This week's edition of Starting 9 is devoted to nine baseball story lines that will be front and center between now and the end of the season. As we contemplate the possibility of dual Chicago postseason entries for the first time since 1906, it's time to take a deep breath and look ahead.
Rays of Hope?
Baseball's sunniest first-half story line took on a worrisome tone approaching the All-Star break, as the Tampa Bay Rays dropped seven straight games to fall a half-game behind Boston in the American League East. The dreaded Yankees, for all their problems, now lurk a mere 5½ games behind Tampa.
Will the break help the young Rays regroup, or will they begin to feel the strain of hanging with the big-payroll behemoths? Can outfielder Rocco Baldelli return from the disabled list and former No. 1 pick David Price give the team a lift, or will general manager Andrew Friedman have to work the trade market to provide an upgrade or two? It's tough for Tampa Bay to count on Baldelli at this point, but Price is 8-0 with a 1.63 ERA in the minors. Keep an eye on him.
Manager Joe Maddon will be sure to emphasize the positive when Tampa Bay resumes play Friday in Toronto. The Rays, who failed to surpass 70 victories in any of the franchise's first 10 seasons, already have 55 wins at the break.

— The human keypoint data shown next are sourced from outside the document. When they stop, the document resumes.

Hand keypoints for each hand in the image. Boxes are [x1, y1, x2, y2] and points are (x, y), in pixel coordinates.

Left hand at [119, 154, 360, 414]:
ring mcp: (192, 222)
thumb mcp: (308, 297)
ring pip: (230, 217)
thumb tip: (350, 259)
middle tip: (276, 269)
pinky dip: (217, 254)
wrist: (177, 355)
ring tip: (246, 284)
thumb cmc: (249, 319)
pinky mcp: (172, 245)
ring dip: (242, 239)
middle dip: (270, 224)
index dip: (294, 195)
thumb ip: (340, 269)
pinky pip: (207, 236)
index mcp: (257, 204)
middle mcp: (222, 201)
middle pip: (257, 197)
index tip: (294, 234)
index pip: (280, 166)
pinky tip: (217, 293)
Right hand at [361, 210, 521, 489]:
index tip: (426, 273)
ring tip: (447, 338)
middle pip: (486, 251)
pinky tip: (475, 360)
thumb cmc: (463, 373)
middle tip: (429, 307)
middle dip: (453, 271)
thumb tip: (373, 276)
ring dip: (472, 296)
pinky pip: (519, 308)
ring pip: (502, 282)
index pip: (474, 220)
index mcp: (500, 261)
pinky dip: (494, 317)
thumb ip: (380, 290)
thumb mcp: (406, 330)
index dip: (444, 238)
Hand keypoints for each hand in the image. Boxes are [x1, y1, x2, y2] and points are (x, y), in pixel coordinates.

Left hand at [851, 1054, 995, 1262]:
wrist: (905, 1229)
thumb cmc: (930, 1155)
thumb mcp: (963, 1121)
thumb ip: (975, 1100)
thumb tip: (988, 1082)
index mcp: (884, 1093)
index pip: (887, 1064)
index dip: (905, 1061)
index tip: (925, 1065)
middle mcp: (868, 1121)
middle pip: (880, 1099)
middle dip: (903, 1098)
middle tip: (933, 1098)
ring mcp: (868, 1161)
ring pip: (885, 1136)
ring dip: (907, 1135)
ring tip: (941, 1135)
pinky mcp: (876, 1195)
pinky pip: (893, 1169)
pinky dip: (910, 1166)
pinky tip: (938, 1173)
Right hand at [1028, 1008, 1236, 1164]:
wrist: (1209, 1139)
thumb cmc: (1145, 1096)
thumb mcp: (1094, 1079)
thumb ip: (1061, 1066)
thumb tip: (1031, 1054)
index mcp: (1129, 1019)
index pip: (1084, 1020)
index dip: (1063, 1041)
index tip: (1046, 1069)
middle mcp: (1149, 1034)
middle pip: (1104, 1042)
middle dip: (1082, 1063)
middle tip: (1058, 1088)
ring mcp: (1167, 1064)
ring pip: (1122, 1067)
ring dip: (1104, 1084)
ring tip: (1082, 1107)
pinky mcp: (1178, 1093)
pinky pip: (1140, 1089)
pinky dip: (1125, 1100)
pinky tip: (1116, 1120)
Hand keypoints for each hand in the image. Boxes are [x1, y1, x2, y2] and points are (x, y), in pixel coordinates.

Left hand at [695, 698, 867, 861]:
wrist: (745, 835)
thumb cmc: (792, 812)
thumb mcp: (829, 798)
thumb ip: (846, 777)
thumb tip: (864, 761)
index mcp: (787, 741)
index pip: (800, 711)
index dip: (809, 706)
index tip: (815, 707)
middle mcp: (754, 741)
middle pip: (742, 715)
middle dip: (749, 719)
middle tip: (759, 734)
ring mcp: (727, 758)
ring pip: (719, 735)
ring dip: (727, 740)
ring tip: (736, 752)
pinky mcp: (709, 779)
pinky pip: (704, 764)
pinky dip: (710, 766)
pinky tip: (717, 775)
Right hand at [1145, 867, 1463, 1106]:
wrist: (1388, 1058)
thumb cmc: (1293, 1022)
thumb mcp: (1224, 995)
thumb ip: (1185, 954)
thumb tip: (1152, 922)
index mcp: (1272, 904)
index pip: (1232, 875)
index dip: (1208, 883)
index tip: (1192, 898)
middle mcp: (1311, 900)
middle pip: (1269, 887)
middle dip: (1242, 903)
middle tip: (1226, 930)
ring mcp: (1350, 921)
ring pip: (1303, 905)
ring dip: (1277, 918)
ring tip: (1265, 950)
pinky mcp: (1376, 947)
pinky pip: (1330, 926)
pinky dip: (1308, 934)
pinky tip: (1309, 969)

"We're looking at the big picture," said pitcher Scott Kazmir. "We needed the All-Star Game to come a little bit sooner, but everything is still the same. Clubhouse pride is still the same, and our guys still feel as if they have that chip on their shoulder. I think we'll be all right."
The Milwaukee Brewers, looking for their first postseason appearance since 1982, made a major statement by acquiring CC Sabathia in a trade from Cleveland on July 7. The next day, the Chicago Cubs fortified their pitching staff by picking up Rich Harden and Chad Gaudin from Oakland in a six-player deal.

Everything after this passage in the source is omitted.